Just as virtually every single child wishes to make its parents proud of him or her … virtually every single parent wishes for his or her children to be proud of them, too. (Whether they succeed, or not, is a separate issue.) People want to be identified as "good parents." Most people wish to be seen by their friends and family as "doing the right thing." They wish to be seen as honest and fair. (Donald Trump aside, very few people are totally fine with being labeled "selfish and hateful and racist.") Very few human beings aspire to committing genocide.

Yes, power corrupts. Yes, people are greedy.

Social Justice is innate in the human condition, however. We are social primates. The majority of humans wish (as much as we are capable) to live lives of fair-play, decency, stability … and even kindness and altruism. Virtually any human who parents a child will get a quick reminder of these ideals (although, reproduction is hardly required in order to be in touch with those traits which make for a decent, fair, honest, non-violent, trustworthy social primate).

Yes, shit happens. And, yes, people will do horrible things (if they think they can get away with it). Some are malicious. Some are deluded. Some are really, really stupid.

People face all kinds of situations of hardship, lack-of-opportunity, and ignorance. When people face hardship, they feel free to "break the rules" and do whatever they must in order to survive. Some people can rationalize all kinds of terrible behavior, yet still think of themselves as "good people." Yet, scrutiny-by-others and some honest reflection forces people to face difficult truths. (It can take a while to shine a light into all the proper corners.)

Given just a bit of political stability and financial security … most people wish to make their children, and their parents, and their friends proud of them. THAT is the basis for morality.

"Morality" is a human judgment, and therefore fallible, but most people will make SOME effort at doing what is "right." Humans are innately empathetic. We naturally apply "The Golden Rule." We want to get along with the neighbors. We want to raise our children in peace and safety. We hope to get to the end of our lives and be seen as having done our best. The pressures we feel to be "moral" do not come from a deity … they come from the collective judgments of our fellow humans.

Stable societies try to incorporate these ideas of "fair-play" and "doing-the-right-thing" into their laws.

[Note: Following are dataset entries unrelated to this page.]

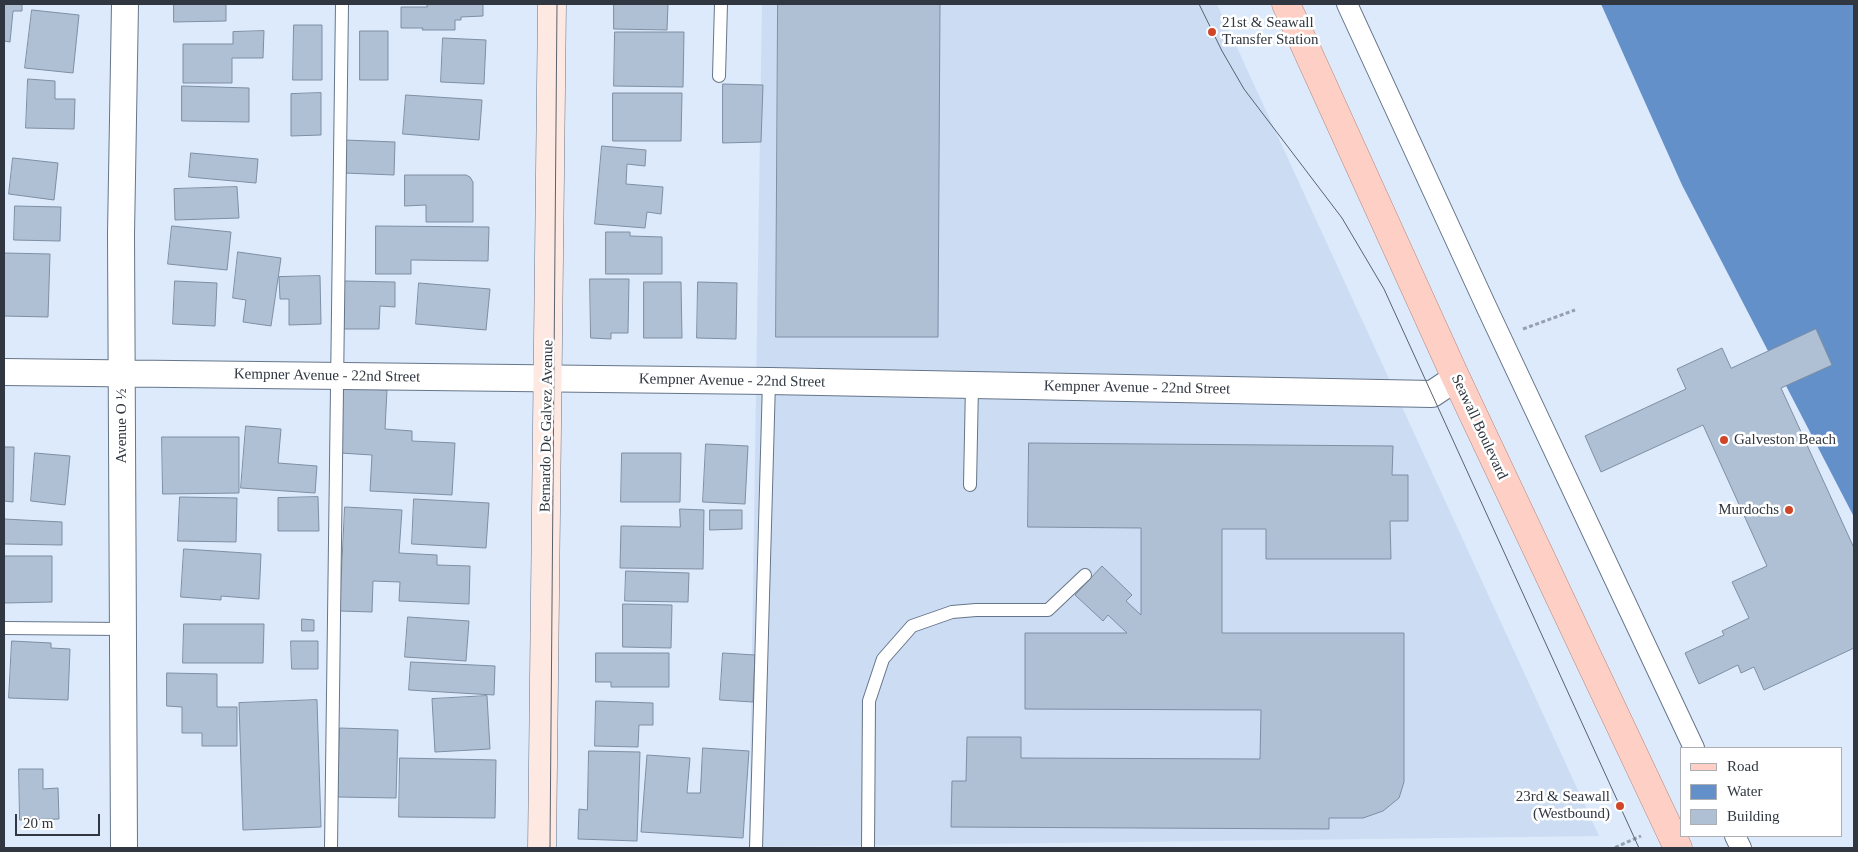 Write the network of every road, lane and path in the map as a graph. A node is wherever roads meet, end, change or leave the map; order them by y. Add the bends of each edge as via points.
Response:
1 (125, 4) edge
2 (342, 4) edge
3 (552, 4) edge
4 (721, 4) edge
5 (1286, 4) edge
6 (1347, 4) edge
7 (719, 76) dead end
8 (1575, 310) dead end
9 (1515, 332) dead end
10 (4, 372) edge
11 (121, 373) junction
12 (336, 376) junction
13 (1456, 378) junction
14 (548, 379) junction
15 (769, 381) junction
16 (972, 385) junction
17 (970, 485) dead end
18 (1085, 575) dead end
19 (4, 628) edge
20 (123, 629) junction
21 (1694, 747) edge
22 (124, 848) edge
23 (331, 848) edge
24 (542, 848) edge
25 (756, 848) edge
26 (868, 848) edge
27 (1678, 848) edge

1 - 11 street, Avenue O ½
2 - 12 lane
3 - 14 main road, Bernardo De Galvez Avenue
4 - 7 lane
5 - 13 main road, Seawall Boulevard
6 - 21 street
8 - 9 path
10 - 11 street, Kempner Avenue - 22nd Street
11 - 12 street, Kempner Avenue - 22nd Street
11 - 20 street, Avenue O ½
12 - 14 street, Kempner Avenue - 22nd Street
12 - 23 lane
13 - 16 street, Kempner Avenue - 22nd Street via 1432,394
13 - 27 main road, Seawall Boulevard
14 - 15 street, Kempner Avenue - 22nd Street
14 - 24 main road, Bernardo De Galvez Avenue
15 - 16 street, Kempner Avenue - 22nd Street
15 - 25 lane
16 - 17 lane
18 - 26 lane via 1048,610 952,612 912,626 883,659 869,701
19 - 20 lane
20 - 22 street, Avenue O ½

"Human Rights" is not propaganda meant to quell the masses. It is just the opposite. It is the common man demanding the better, fairer treatment he deserves … and civil societies making some acknowledgment that he is correct.

Societies, like individual people, can go astray. But, the sum total of humanity, eventually, does a pretty good job of reining-in the corruption, hatred, violence and greed of it's worst-behaved individual elements.

To paraphrase Rodney King, most of us just want to get along.